Word for word, restate every entry that follows.

Records excerpted from a collection:
- - - - -

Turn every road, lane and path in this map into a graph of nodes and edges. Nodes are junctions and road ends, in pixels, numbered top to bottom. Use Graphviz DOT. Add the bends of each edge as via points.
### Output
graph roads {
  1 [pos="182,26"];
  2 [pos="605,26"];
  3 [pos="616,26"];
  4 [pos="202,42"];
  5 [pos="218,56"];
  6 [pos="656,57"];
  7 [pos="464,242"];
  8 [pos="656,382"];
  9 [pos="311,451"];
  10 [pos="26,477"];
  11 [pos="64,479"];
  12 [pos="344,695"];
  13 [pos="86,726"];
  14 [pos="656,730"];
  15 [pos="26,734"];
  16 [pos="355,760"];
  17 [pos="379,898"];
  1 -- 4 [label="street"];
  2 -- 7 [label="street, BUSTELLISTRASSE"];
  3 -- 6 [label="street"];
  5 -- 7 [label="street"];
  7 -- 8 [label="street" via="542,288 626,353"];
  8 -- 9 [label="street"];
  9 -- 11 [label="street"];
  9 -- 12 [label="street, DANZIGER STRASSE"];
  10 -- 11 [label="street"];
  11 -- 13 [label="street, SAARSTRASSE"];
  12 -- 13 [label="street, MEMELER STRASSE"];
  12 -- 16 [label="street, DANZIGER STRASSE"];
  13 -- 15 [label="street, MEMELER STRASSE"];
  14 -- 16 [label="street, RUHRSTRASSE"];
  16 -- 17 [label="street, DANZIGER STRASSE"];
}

- - - - -

Response to the exercise:
Turn every road, lane and path in this map into a graph of nodes and edges. Nodes are junctions and road ends, in pixels, numbered top to bottom. Use Graphviz DOT. Add the bends of each edge as via points.
### Output
graph roads {
  1 [pos="182,26"];
  2 [pos="605,26"];
  3 [pos="616,26"];
  4 [pos="202,42"];
  5 [pos="218,56"];
  6 [pos="656,57"];
  7 [pos="464,242"];
  8 [pos="656,382"];
  9 [pos="311,451"];
  10 [pos="26,477"];
  11 [pos="64,479"];
  12 [pos="344,695"];
  13 [pos="86,726"];
  14 [pos="656,730"];
  15 [pos="26,734"];
  16 [pos="355,760"];
  17 [pos="379,898"];
  1 -- 4 [label="street"];
  2 -- 7 [label="street, BUSTELLISTRASSE"];
  3 -- 6 [label="street"];
  5 -- 7 [label="street"];
  7 -- 8 [label="street" via="542,288 626,353"];
  8 -- 9 [label="street"];
  9 -- 11 [label="street"];
  9 -- 12 [label="street, DANZIGER STRASSE"];
  10 -- 11 [label="street"];
  11 -- 13 [label="street, SAARSTRASSE"];
  12 -- 13 [label="street, MEMELER STRASSE"];
  12 -- 16 [label="street, DANZIGER STRASSE"];
  13 -- 15 [label="street, MEMELER STRASSE"];
  14 -- 16 [label="street, RUHRSTRASSE"];
  16 -- 17 [label="street, DANZIGER STRASSE"];
}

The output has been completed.